Toda una larguísima tradición intelectual occidental, desde figuras fundacionales como Sócrates y Platón hasta nuestros días, reconoce que la discusión es un presupuesto necesario y el mejor camino para conocer la verdad. Nunca podemos confiar en tener razón en lo que decimos y pensamos, ni en cómo actuamos, si no lo sometemos a crítica. No podemos asumirnos infalibles si jamás le damos a nadie la chance de demostrarnos equivocados. Esto vale tanto para las minorías que con derecho reclaman ser reconocidas como para cualquier grupo mayoritario: nadie puede volverse inmune a las críticas de otros, porque esto vuelve instantáneamente ilegítima su posición. La posibilidad de criticar y ser criticados es la condición lógica para poder confiar en nuestras propias ideas y juicios.
Así se hace evidente el problema de fondo en el tipo de reacciones que mencionaba más arriba. En estos casos se combina la indignación moral con una oclusión de la única vía para justificarla racionalmente. El otro -sea quien sea el otro- nos atacó, nos hirió, luego no vale la pena ni considerar los méritos y deméritos de lo que dice o representa.
La amenaza no proviene de -ni se dirige hacia- un grupo o movimiento particular.
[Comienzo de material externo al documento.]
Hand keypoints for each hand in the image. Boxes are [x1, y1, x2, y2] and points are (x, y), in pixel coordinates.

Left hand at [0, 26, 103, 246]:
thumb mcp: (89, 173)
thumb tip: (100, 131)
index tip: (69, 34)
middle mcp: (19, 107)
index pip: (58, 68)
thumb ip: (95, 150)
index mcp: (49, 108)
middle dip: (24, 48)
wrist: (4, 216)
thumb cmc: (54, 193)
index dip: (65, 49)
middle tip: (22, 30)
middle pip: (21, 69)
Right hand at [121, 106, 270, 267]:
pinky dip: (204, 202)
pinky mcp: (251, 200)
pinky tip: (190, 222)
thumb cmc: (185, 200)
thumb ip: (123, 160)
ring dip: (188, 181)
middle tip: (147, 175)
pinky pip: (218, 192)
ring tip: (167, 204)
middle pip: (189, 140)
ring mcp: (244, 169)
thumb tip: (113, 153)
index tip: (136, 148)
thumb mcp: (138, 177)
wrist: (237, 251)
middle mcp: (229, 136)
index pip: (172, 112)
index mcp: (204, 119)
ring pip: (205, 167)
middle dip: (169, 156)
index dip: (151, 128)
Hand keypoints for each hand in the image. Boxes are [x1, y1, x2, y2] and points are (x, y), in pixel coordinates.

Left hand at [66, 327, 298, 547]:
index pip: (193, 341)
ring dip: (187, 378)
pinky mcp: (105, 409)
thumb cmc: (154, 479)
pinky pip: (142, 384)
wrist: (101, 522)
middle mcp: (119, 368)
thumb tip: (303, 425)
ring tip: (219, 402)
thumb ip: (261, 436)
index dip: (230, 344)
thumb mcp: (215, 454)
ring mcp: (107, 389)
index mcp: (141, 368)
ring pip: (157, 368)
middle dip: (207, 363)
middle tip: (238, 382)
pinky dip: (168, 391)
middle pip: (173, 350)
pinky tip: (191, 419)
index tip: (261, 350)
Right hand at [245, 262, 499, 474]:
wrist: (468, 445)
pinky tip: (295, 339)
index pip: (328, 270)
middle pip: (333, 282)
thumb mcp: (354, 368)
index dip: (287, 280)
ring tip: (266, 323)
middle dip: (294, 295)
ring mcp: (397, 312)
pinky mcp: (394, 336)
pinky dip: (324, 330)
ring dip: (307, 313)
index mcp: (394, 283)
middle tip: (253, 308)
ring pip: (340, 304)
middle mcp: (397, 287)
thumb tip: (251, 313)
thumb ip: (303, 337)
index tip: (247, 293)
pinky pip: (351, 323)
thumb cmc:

Mi propio argumento en estas líneas sigue de cerca el de John Stuart Mill, un liberal inglés del siglo XIX, pero voces desde cualquier posición política o ideológica concebible pueden coincidir en la urgencia de la situación. La llamada alt-right estadounidense reclama por su libertad de expresión frente a un establishment que consideran inclinado a la izquierda; el filósofo esloveno postestructuralista Slavoj Zizek y el psiquiatra canadiense liberal-conservador Jordan Peterson, cada uno por su lado, han criticado los efectos de la "corrección política" y los peligros que encierra. Recientemente, un heterogéneo grupo de académicos y escritores mayormente identificados con la centro-izquierda liberal publicaron una carta colectiva en la revista Harper's que advertía sobre este fenómeno. Los ejemplos muestran la transversalidad de la preocupación.
La tendencia a oponer un "nosotros" bueno y justo a un "ellos" malvado y equivocado es tan antigua como la humanidad (según algunos -Schmitt, Mouffe, Laclau- la política no puede funcionar de otra manera). La única prevención contra esta, nuestra encarnación contemporánea, es difundir en la sociedad una consciencia de la importancia de escuchar sin castigar, incluso a quienes dicen algo que me ofenda, disguste o considere nocivo. Cuando nos embargue la indignación y el rechazo frente a las palabras o valores de los demás, tanto más fuerte debe resonar esta lección fundamental. La carga que cada uno de nosotros debe asumir es la de abrirse a discutir las ideas, aceptando puedo estar equivocado y que nadie merece ser silenciado por eso.